> _Your objective_:
How many lines in the entries below contain "Sunset"? Answer with the number only.

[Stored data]
---
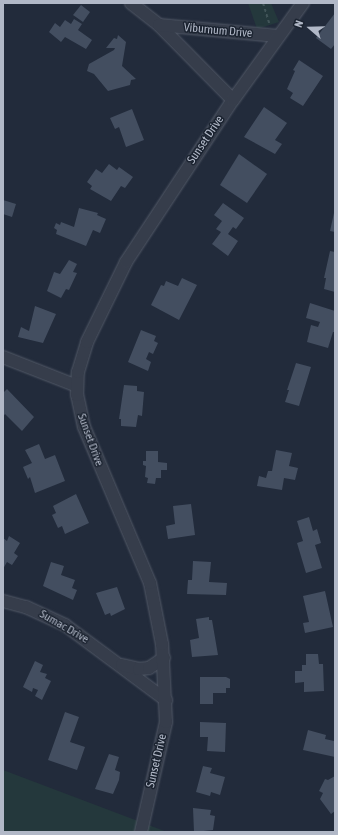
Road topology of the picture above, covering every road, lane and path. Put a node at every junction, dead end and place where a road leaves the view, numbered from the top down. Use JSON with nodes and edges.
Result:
{"nodes":[{"id":1,"x":131,"y":3,"type":"edge"},
{"id":2,"x":263,"y":3,"type":"edge"},
{"id":3,"x":303,"y":3,"type":"edge"},
{"id":4,"x":159,"y":25,"type":"junction"},
{"id":5,"x":275,"y":35,"type":"junction"},
{"id":6,"x":233,"y":100,"type":"junction"},
{"id":7,"x":3,"y":357,"type":"edge"},
{"id":8,"x":77,"y":386,"type":"junction"},
{"id":9,"x":3,"y":601,"type":"edge"},
{"id":10,"x":164,"y":658,"type":"junction"},
{"id":11,"x":120,"y":664,"type":"junction"},
{"id":12,"x":166,"y":700,"type":"junction"},
{"id":13,"x":141,"y":832,"type":"edge"}],
"edges":[{"from":1,"to":4,"type":"street","name":"Viburnum Drive"},
{"from":2,"to":5,"type":"path"},
{"from":3,"to":5,"type":"street","name":"Sunset Drive"},
{"from":4,"to":5,"type":"street","name":"Viburnum Drive"},
{"from":4,"to":6,"type":"street","name":"Viburnum Drive"},
{"from":5,"to":6,"type":"street","name":"Sunset Drive"},
{"from":6,"to":8,"type":"street","name":"Sunset Drive"},
{"from":7,"to":8,"type":"street"},
{"from":8,"to":10,"type":"street","name":"Sunset Drive"},
{"from":9,"to":11,"type":"street","name":"Sumac Drive"},
{"from":10,"to":11,"type":"street","name":"Sumac Drive"},
{"from":10,"to":12,"type":"street","name":"Sunset Drive"},
{"from":11,"to":12,"type":"street","name":"Sumac Drive"},
{"from":12,"to":13,"type":"street","name":"Sunset Drive"}]}
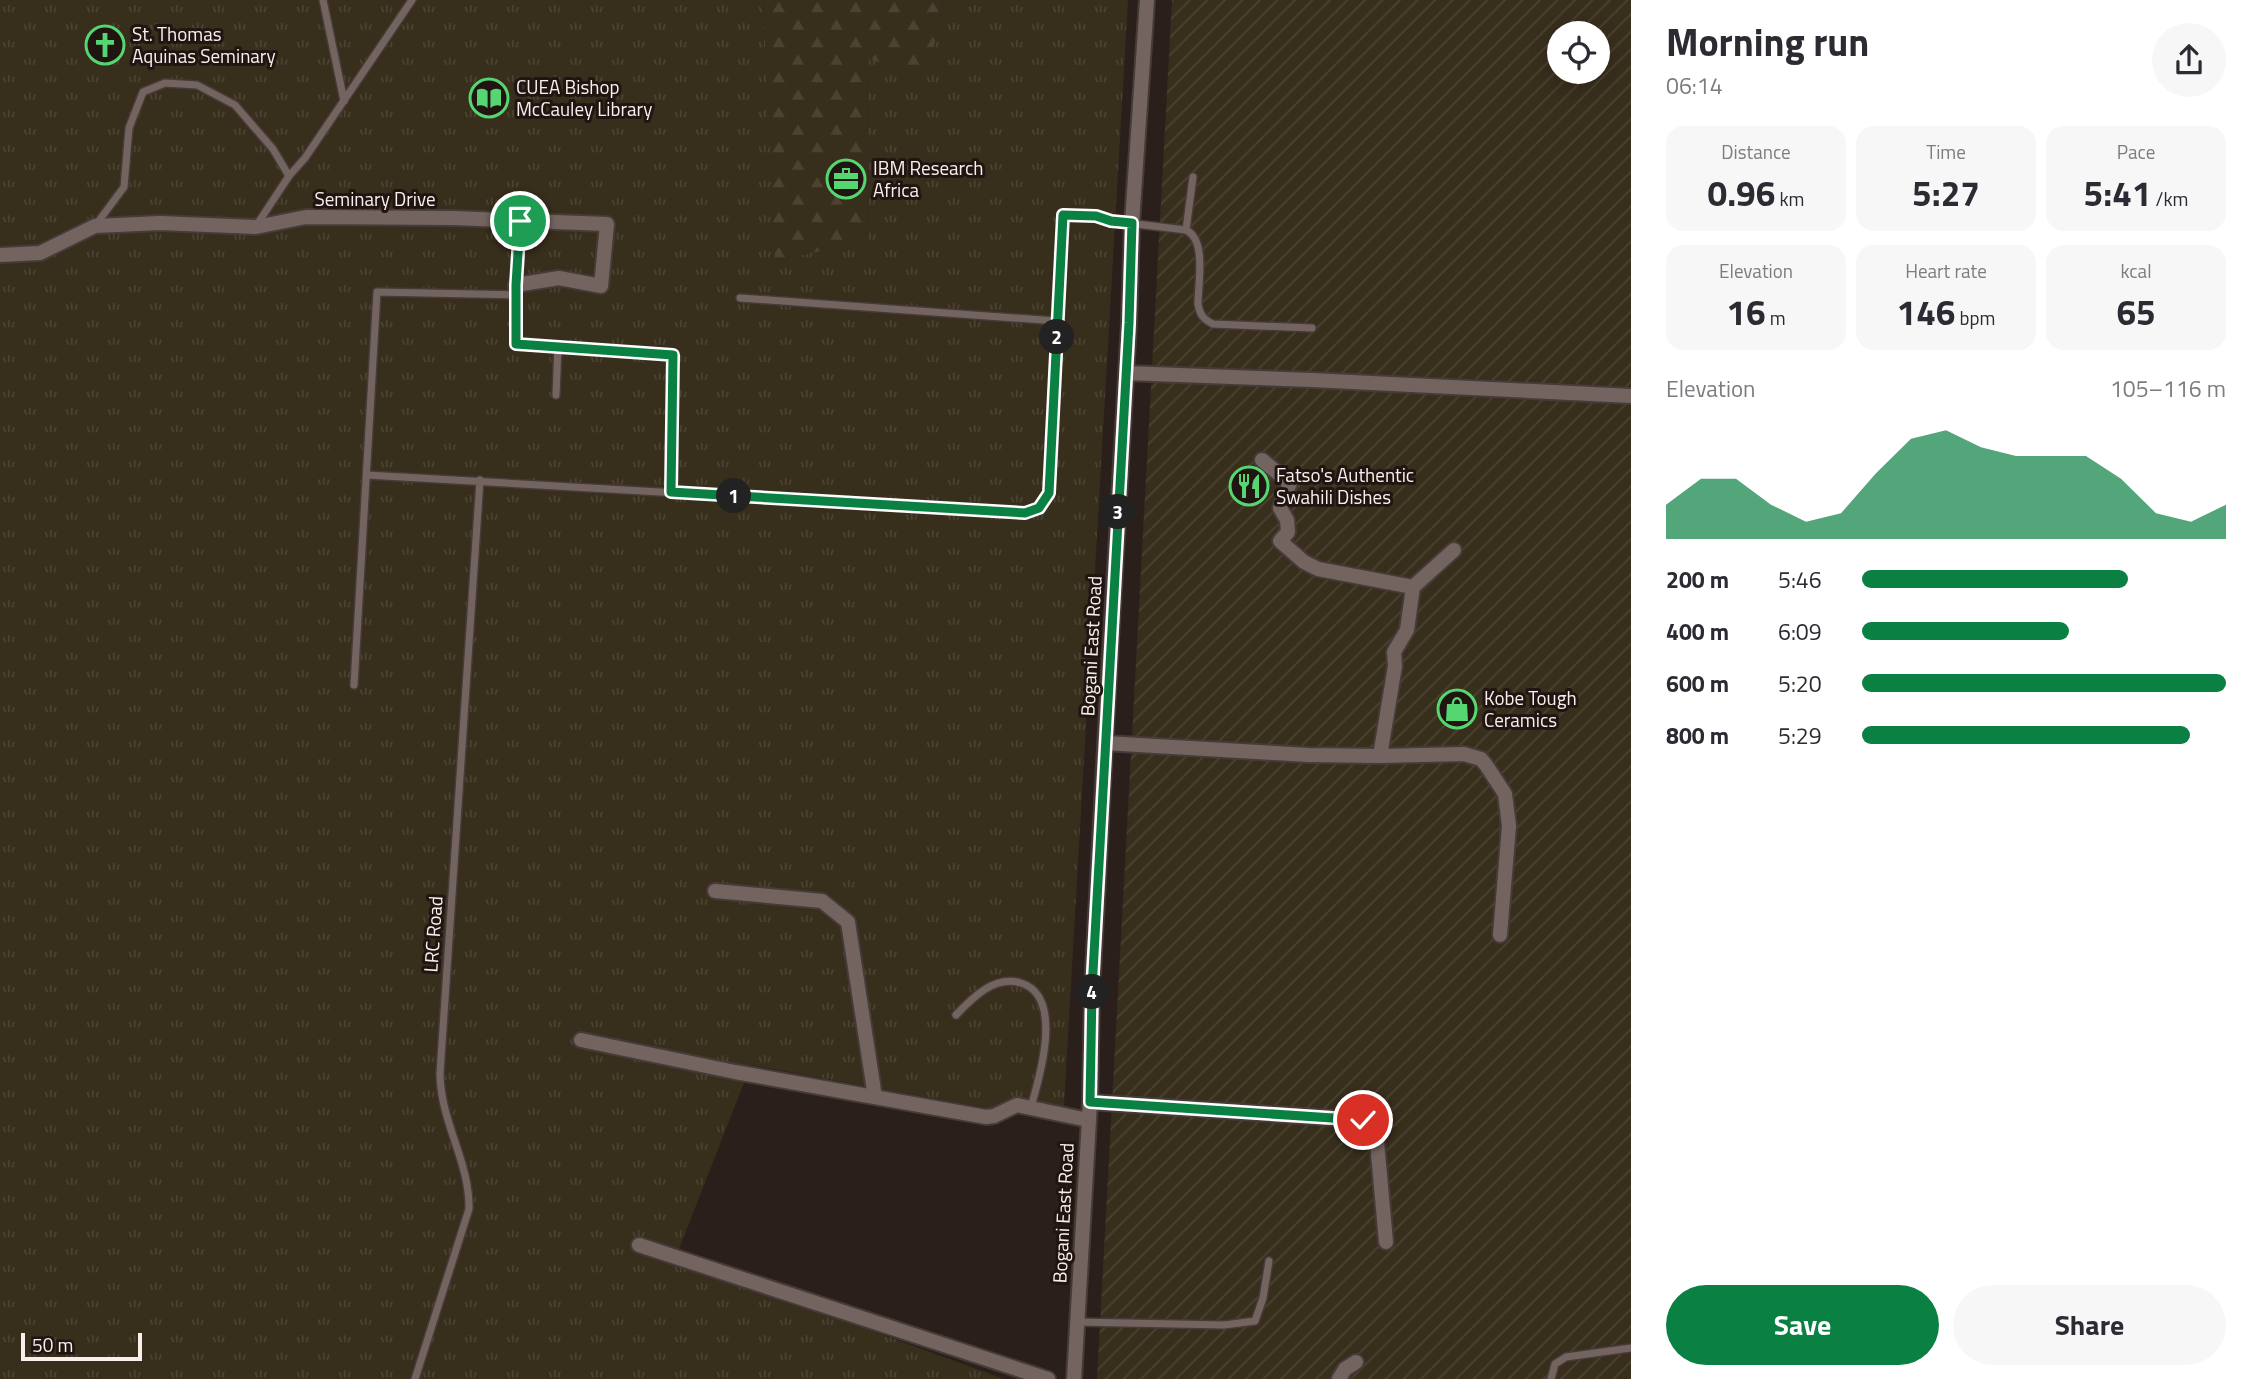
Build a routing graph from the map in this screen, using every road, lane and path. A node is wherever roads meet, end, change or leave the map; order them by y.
1 (323, 0) edge
2 (412, 0) edge
3 (1147, 0) edge
4 (344, 101) junction
5 (289, 176) junction
6 (1193, 177) dead end
7 (520, 221) junction
8 (1132, 223) junction
9 (95, 226) junction
10 (256, 227) junction
11 (1186, 230) junction
12 (0, 255) edge
13 (516, 290) junction
14 (740, 298) dead end
15 (1057, 321) junction
16 (1312, 328) dead end
17 (558, 346) junction
18 (1126, 373) junction
19 (556, 395) dead end
20 (1631, 396) edge
21 (1262, 460) dead end
22 (367, 475) junction
23 (480, 480) junction
24 (671, 492) junction
25 (1454, 550) dead end
26 (1413, 587) junction
27 (354, 685) dead end
28 (1105, 743) junction
29 (1380, 756) junction
30 (715, 891) dead end
31 (1500, 935) dead end
32 (956, 1015) dead end
33 (581, 1040) dead end
34 (875, 1097) junction
35 (1090, 1102) junction
36 (1031, 1107) junction
37 (1088, 1120) junction
38 (1386, 1242) dead end
39 (639, 1245) dead end
40 (1269, 1261) dead end
41 (1076, 1322) junction
42 (1631, 1348) edge
43 (1356, 1362) dead end
44 (415, 1379) edge
45 (1048, 1379) edge
46 (1074, 1379) edge
47 (1339, 1379) edge
48 (1552, 1379) edge

1 - 4 lane
2 - 4 lane
3 - 8 street, Bogani East Road
4 - 5 lane
5 - 9 lane
5 - 10 lane
6 - 11 lane
7 - 10 street, Seminary Drive
7 - 13 lane
7 - 13 street, Seminary Drive
8 - 11 lane
8 - 15 lane
8 - 18 street, Bogani East Road
9 - 10 street, Seminary Drive
9 - 12 street, Seminary Drive
11 - 16 lane
13 - 17 lane
13 - 22 lane
14 - 15 lane
15 - 24 lane
17 - 19 lane
17 - 24 lane
18 - 20 street
18 - 28 street, Bogani East Road
21 - 26 street
22 - 23 lane
22 - 27 lane
23 - 24 lane
23 - 44 lane, LRC Road
25 - 26 street
26 - 29 street
28 - 29 street
28 - 35 street, Bogani East Road
29 - 31 street
30 - 34 street
32 - 36 lane
33 - 34 street
34 - 36 street
35 - 37 street, Bogani East Road
35 - 38 street
36 - 37 street
37 - 41 street, Bogani East Road
39 - 45 street
40 - 41 lane
41 - 46 street, Bogani East Road
42 - 48 lane
43 - 47 street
---
> _Output of the exercise_:
6